Not every experience in my life has been an easy, or even good one for that matter. I have had to deal with a lot of things that other 20 year olds have not. Many people have given me their sympathy but I always reply with, “I wouldn’t be who I am today if it didn’t happen.” Every moment in my life has changed me. But in the end I am pretty proud of the woman I am today because of it.
College has been filled with many life changing moments as well. I have loved and I have lost. I have passed and I have failed. I have laughed and I have cried, occasionally at the same time. All of these moments have shaped and reformed me. Two years ago I did not have the same social, emotional, or academic knowledge that I do now. These moments have not always been easy or happy but they have been worth it, and will continue to be so!
You may be wondering why someone who is merely getting done with their sophomore year of college is getting so emotional. There are two main reasons for this: one, I’m just a very reflective emotional person, and two, I will not be at Luther next year. I will be thousands of miles away on an entirely different continent. It is starting to hit me how scary this really is…. I know that my time there will be life changing and I will return a different person than I was when I left.
What the last two years of college, and especially the last few weeks, have taught me, is that it’s ok to not know what you’re doing, it’s ok to be scared, and you should embrace it! It took reflecting on this time to realize how important the small things in life are and the impact they have on you as a human. I have always focused so much on the major changes in my life that I forget about those little things like so many people do.

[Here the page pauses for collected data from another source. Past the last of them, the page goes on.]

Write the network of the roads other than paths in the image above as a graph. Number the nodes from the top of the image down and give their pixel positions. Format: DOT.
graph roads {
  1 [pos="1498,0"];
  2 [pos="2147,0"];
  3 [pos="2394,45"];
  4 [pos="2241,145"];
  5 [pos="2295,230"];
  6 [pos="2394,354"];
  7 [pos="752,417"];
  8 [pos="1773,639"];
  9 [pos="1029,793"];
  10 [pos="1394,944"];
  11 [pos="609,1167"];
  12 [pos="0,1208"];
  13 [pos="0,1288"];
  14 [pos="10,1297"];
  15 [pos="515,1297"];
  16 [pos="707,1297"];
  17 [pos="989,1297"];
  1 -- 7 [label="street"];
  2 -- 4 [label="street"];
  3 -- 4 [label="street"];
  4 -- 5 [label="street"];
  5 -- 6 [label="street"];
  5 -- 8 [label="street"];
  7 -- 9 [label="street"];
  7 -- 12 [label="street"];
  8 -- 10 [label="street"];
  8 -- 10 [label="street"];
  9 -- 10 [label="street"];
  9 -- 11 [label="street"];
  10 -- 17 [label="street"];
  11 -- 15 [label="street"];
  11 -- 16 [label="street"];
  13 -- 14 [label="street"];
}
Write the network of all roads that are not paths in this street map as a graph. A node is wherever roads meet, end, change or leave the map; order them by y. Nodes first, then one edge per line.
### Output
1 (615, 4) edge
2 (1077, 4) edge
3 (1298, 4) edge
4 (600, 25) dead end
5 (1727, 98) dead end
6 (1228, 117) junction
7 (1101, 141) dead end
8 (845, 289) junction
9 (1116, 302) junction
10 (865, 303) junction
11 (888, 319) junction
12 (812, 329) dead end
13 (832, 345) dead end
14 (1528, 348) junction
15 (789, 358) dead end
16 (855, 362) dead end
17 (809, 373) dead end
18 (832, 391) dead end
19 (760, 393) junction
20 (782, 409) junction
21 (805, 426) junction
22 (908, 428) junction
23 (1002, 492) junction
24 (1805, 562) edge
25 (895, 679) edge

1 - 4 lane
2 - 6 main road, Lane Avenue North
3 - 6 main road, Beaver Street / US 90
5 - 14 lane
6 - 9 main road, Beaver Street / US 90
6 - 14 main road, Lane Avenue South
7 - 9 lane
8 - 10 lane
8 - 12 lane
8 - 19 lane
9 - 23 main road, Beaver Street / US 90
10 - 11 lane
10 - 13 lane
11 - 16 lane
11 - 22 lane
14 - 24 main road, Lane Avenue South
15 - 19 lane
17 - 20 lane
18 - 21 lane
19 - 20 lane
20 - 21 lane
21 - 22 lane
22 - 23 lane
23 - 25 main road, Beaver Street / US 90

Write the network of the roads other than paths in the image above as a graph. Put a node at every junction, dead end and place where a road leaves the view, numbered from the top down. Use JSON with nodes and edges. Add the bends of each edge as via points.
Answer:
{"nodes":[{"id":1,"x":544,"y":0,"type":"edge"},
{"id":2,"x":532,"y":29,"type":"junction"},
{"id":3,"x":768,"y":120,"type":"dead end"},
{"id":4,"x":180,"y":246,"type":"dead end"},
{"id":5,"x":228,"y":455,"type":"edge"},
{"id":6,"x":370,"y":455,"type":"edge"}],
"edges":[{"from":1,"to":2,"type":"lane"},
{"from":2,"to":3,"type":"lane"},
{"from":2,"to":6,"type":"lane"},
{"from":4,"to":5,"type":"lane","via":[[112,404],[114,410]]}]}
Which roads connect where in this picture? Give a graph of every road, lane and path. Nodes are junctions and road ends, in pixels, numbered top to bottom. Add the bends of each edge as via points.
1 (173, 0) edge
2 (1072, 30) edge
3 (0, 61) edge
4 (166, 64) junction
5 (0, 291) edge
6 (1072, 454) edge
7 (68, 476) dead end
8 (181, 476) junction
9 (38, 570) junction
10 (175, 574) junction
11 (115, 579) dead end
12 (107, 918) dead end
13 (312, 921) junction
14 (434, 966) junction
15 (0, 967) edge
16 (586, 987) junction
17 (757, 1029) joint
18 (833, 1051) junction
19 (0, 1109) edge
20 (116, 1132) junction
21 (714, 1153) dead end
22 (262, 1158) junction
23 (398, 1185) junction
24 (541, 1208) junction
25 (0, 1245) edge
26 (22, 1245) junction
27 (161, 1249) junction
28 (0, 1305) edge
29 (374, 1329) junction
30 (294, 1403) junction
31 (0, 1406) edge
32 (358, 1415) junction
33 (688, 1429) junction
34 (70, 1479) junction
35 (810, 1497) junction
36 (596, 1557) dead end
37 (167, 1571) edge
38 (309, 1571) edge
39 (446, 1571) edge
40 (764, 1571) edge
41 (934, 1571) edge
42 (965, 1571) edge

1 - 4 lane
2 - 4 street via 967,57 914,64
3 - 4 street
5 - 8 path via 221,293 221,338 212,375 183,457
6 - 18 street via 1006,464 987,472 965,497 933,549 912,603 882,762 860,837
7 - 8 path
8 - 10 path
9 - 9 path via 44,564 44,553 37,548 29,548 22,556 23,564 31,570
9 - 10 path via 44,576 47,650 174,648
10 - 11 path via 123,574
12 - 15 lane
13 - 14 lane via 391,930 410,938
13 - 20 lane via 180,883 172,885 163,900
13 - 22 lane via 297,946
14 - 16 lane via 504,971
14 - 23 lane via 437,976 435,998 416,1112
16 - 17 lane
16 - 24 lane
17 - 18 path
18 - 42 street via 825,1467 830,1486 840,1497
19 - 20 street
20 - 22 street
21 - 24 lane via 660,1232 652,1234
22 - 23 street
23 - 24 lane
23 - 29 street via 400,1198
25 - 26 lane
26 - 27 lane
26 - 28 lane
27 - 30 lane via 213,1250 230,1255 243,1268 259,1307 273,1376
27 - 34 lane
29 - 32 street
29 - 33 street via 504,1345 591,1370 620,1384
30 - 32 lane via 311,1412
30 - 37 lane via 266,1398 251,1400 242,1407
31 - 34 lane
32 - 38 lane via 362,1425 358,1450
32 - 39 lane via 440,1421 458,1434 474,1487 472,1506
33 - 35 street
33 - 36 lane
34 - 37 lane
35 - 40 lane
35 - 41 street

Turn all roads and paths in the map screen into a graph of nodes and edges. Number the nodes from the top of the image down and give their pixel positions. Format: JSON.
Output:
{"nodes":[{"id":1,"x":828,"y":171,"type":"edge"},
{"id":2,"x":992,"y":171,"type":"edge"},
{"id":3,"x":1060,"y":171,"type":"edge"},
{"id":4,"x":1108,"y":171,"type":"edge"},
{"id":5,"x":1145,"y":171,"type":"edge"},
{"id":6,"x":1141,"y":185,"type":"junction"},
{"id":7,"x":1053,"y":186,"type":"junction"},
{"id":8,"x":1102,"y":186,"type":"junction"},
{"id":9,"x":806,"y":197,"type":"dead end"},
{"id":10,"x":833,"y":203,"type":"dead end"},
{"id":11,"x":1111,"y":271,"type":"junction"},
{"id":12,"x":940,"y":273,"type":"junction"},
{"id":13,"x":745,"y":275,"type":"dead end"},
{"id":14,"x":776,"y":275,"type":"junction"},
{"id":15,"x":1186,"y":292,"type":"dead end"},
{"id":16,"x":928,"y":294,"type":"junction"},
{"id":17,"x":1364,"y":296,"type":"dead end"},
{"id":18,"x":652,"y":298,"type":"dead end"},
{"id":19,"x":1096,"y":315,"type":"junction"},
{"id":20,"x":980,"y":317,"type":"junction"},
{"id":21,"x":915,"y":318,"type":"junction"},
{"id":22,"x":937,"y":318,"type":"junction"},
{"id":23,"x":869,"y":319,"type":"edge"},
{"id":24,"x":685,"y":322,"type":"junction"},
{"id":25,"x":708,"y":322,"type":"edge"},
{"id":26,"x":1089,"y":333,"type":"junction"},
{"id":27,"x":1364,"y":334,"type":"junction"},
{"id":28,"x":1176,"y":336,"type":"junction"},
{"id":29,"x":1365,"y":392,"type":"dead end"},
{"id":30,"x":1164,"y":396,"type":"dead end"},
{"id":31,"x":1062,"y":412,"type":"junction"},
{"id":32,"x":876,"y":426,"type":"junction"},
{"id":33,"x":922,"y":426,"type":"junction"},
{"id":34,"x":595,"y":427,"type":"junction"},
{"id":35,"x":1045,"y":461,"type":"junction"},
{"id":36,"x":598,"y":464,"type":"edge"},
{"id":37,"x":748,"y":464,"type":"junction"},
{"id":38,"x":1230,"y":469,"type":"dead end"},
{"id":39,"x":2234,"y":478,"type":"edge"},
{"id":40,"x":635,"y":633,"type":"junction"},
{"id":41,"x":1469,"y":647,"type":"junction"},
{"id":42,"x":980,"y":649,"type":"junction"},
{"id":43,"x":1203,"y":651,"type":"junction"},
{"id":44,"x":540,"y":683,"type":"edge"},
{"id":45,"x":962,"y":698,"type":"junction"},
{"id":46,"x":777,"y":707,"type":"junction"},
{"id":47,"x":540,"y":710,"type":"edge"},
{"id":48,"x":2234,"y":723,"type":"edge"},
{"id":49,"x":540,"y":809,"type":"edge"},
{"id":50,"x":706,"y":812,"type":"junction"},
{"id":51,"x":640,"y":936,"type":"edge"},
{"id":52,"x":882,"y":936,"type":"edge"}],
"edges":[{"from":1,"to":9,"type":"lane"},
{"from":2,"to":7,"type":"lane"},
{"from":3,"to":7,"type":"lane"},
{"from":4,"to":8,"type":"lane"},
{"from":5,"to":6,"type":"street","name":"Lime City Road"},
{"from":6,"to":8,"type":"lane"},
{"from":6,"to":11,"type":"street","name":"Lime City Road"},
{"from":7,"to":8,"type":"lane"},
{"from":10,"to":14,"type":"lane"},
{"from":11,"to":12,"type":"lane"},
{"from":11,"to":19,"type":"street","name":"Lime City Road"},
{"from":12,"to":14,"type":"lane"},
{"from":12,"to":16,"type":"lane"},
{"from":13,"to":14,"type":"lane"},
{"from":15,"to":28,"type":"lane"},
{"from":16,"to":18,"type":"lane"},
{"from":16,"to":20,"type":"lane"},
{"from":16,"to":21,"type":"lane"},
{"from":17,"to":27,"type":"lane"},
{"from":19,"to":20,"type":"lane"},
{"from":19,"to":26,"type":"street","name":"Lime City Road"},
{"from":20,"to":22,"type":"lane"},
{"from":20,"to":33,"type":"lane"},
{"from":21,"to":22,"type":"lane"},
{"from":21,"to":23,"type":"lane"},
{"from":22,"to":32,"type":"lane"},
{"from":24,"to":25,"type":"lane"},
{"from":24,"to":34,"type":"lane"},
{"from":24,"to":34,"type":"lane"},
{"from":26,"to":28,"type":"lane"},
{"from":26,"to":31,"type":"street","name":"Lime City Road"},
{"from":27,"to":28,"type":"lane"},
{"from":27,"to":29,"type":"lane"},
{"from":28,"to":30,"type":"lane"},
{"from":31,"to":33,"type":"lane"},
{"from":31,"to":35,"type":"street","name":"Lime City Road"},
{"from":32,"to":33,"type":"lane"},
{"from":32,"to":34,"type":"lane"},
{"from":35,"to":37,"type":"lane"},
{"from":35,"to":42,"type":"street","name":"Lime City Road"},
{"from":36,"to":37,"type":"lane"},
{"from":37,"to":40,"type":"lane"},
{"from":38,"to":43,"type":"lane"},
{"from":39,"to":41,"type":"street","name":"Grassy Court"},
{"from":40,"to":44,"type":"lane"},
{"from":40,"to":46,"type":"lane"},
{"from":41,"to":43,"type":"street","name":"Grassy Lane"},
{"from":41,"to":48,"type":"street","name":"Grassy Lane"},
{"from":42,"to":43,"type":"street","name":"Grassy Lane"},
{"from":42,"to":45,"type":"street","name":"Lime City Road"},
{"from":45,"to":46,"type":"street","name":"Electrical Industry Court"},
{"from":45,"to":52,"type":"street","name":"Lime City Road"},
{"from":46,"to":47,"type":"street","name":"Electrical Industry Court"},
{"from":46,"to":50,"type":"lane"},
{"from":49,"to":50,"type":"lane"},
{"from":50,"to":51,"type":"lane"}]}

It will definitely be sad to say goodbye to my friends both here and at home. And I will be completely honest and say that I am terrified by what might happen in the next 12 months. But really, I don’t know what’s going to happen in the next 12 days. You are never guaranteed another day or another breath or another smile. It’s sounds so cheesy but that’s reality.
Every moment you live is life changing; every day, every hour, every second. Even the time it took you to read this blog has been life changing because you are not the same person you were when you started. You’ve replenished your oxygen and hopefully opened up your mind. Don’t be afraid of being afraid of what change might happen next because it’s inevitable. Don’t fight the change, embrace it.